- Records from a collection
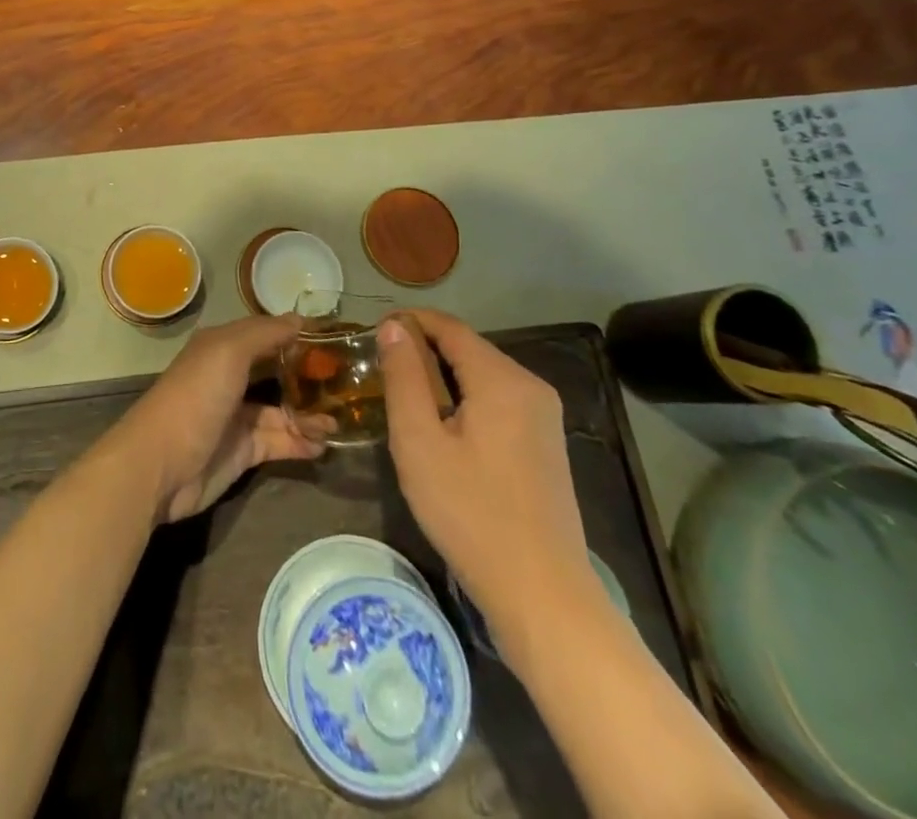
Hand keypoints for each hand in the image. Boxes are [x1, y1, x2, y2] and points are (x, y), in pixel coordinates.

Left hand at [110, 313, 330, 523]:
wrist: (162, 464)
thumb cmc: (196, 397)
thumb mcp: (228, 352)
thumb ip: (265, 334)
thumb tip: (299, 319)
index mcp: (222, 347)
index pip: (265, 333)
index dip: (295, 334)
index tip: (335, 338)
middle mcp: (230, 376)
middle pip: (276, 371)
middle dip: (308, 376)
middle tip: (348, 382)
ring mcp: (236, 415)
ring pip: (282, 409)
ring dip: (310, 414)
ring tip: (340, 422)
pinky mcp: (243, 450)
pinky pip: (280, 440)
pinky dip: (302, 442)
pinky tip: (325, 444)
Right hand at [378, 310, 600, 666]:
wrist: (542, 595)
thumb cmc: (470, 513)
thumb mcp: (419, 442)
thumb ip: (404, 377)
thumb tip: (393, 327)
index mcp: (503, 379)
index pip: (450, 327)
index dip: (409, 322)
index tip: (371, 334)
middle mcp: (531, 386)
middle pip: (467, 348)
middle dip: (423, 350)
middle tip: (380, 371)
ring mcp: (544, 417)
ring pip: (481, 375)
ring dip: (441, 377)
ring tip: (402, 398)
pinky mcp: (545, 444)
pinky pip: (497, 401)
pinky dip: (464, 400)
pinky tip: (441, 429)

- PROBLEM TO SOLVE
The entries are to be transcribed word for word, without their images.

- RESPONSE BOX
Hand keypoints for each hand in the image. Boxes are [x1, y1, x2, y2] and points are (x, y), in pixel coordinates.

Left hand at [110, 313, 330, 523]:
wrist: (162, 464)
thumb cmc: (196, 397)
thumb mcp: (228, 352)
thumb ip: (265, 334)
thumb tip: (299, 319)
index mcp: (222, 347)
index pip: (265, 333)
index dip: (295, 334)
index tip: (335, 338)
middle mcp: (230, 376)
middle pip: (276, 371)
middle dip: (308, 376)
middle tip: (348, 382)
ring mcp: (236, 415)
ring pip: (282, 409)
ring dip: (310, 414)
ring tip: (340, 422)
pinky mcp: (243, 450)
pinky pip: (280, 440)
pinky dip: (302, 442)
pinky tip: (325, 444)
Right hand at [378, 310, 600, 666]:
wrist: (542, 595)
thumb cmc: (470, 513)
thumb mcp: (419, 442)
thumb ip: (404, 377)
thumb tip: (393, 327)
index mcp: (503, 379)
index pip: (450, 327)
index dip: (409, 322)
index tip: (371, 334)
middle mcp: (531, 386)
middle pip: (467, 348)
middle dip: (423, 350)
middle tip: (380, 371)
ring mcp: (544, 417)
ring pip: (481, 375)
ring dip: (441, 377)
ring tip: (402, 398)
pinky mcp: (545, 444)
pinky pip: (497, 401)
pinky dip: (464, 400)
pinky tip: (441, 429)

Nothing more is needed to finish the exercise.